- Opening Delimiter -
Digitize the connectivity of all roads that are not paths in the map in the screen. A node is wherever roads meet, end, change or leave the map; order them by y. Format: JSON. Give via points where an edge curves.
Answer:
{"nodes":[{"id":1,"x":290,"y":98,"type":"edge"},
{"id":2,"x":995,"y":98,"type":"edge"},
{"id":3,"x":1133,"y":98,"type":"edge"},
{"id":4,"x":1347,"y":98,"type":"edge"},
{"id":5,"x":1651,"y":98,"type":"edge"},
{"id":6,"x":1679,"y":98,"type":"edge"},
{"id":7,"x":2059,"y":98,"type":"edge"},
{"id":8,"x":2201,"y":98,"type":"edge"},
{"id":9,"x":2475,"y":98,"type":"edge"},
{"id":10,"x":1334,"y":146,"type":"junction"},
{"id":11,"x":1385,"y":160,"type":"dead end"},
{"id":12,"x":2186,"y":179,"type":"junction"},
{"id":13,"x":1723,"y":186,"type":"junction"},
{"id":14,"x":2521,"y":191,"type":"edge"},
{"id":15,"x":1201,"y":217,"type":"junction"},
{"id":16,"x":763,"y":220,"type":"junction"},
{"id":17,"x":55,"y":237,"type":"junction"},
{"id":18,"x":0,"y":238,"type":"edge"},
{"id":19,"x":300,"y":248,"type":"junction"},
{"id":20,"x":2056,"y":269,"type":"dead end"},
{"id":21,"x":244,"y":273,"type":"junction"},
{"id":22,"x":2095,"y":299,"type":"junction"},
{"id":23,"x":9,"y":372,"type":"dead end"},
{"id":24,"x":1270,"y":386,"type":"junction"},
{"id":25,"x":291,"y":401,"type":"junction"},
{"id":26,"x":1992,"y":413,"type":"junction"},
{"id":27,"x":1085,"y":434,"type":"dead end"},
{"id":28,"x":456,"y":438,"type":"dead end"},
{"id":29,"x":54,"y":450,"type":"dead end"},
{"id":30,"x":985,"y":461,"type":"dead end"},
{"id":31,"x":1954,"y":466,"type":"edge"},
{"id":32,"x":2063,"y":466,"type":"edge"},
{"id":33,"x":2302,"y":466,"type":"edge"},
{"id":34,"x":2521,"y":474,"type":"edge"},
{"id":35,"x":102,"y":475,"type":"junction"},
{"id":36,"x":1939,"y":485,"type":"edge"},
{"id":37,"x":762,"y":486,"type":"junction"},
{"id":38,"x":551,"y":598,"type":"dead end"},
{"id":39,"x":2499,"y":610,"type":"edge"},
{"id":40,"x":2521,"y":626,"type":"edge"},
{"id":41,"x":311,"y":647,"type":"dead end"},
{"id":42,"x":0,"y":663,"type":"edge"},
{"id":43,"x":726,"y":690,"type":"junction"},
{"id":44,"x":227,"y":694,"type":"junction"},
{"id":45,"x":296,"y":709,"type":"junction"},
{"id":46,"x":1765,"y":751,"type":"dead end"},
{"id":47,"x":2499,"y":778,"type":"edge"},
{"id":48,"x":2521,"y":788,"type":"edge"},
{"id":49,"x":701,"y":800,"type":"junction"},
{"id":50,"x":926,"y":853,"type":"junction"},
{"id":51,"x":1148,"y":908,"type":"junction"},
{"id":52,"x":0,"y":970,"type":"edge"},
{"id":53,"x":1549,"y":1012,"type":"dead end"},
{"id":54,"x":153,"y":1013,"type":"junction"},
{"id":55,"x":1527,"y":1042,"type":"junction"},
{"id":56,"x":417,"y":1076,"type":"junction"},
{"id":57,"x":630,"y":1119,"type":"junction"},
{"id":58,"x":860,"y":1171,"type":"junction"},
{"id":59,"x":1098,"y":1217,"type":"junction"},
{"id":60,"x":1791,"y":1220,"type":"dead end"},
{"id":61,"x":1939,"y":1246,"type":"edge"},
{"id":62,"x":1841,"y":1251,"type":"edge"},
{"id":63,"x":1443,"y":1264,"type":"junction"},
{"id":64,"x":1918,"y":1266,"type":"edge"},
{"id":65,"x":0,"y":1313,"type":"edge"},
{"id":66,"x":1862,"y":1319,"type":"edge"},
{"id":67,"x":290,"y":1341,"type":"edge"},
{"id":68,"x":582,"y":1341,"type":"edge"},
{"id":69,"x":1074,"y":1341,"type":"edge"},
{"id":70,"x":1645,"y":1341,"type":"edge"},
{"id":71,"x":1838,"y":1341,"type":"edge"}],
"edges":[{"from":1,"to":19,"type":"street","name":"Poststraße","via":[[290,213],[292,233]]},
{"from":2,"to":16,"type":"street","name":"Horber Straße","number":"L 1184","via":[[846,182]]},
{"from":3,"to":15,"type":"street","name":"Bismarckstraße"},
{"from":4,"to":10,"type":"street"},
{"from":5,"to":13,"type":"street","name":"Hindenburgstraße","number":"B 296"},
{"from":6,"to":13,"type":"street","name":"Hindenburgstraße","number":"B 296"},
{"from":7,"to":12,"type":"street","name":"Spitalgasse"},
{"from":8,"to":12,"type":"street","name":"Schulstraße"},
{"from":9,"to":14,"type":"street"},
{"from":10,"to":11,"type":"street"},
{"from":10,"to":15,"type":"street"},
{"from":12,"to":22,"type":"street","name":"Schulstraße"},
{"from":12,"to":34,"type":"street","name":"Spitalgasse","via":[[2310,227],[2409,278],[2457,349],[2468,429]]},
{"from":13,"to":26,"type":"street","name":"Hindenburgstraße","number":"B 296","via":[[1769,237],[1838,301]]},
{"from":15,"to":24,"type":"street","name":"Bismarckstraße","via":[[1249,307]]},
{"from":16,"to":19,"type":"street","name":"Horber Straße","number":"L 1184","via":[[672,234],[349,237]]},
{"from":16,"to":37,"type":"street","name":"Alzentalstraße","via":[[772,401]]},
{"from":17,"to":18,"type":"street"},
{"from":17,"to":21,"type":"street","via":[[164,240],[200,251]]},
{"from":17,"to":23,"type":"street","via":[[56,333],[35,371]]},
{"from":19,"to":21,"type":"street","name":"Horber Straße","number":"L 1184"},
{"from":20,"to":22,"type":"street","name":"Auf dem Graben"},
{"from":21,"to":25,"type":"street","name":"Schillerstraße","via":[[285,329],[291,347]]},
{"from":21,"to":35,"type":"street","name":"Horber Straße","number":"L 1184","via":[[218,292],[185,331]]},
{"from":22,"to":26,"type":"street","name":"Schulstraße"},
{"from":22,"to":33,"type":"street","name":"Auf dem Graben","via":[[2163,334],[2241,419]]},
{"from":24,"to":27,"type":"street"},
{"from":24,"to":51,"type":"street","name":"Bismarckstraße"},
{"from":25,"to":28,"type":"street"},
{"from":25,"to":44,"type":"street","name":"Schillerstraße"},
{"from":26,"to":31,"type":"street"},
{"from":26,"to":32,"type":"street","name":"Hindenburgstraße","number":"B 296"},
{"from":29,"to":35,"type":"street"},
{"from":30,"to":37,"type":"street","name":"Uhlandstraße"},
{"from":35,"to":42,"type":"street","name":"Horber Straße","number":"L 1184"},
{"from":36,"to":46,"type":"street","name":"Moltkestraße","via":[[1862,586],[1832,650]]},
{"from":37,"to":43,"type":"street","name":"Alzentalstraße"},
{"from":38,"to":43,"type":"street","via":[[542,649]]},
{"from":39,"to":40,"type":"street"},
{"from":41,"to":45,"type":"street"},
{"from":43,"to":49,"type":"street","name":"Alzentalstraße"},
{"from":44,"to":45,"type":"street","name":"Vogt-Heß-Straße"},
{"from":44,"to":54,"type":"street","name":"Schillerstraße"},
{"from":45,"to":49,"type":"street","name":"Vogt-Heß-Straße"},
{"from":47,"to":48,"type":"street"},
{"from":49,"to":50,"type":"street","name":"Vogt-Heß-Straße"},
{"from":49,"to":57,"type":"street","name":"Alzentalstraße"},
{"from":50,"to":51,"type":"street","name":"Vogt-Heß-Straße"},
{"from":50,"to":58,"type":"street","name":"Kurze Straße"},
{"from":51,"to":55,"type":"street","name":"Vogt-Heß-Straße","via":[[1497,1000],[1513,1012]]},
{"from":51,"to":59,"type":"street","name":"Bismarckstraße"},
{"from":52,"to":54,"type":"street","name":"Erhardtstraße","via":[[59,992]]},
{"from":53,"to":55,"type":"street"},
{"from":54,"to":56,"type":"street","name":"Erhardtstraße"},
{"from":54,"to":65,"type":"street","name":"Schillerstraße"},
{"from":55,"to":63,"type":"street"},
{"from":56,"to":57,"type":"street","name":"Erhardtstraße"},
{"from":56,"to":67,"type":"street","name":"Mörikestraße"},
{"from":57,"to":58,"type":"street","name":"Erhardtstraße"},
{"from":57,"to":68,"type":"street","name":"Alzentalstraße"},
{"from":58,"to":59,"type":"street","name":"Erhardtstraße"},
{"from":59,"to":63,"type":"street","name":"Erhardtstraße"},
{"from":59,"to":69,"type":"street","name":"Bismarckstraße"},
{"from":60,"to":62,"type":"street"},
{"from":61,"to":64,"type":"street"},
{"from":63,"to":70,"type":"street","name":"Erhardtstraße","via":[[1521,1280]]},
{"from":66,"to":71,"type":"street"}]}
- Closing Delimiter -
YOUR OBJECTIVE | Filter the entries down to the lines with the word "Erhardtstraße" in them.

ANSWER SPACE |
{"from":52,"to":54,"type":"street","name":"Erhardtstraße","via":[[59,992]]},
{"from":54,"to":56,"type":"street","name":"Erhardtstraße"},
{"from":56,"to":57,"type":"street","name":"Erhardtstraße"},
{"from":57,"to":58,"type":"street","name":"Erhardtstraße"},
{"from":58,"to":59,"type":"street","name":"Erhardtstraße"},
{"from":59,"to":63,"type":"street","name":"Erhardtstraße"},
{"from":63,"to":70,"type":"street","name":"Erhardtstraße","via":[[1521,1280]]},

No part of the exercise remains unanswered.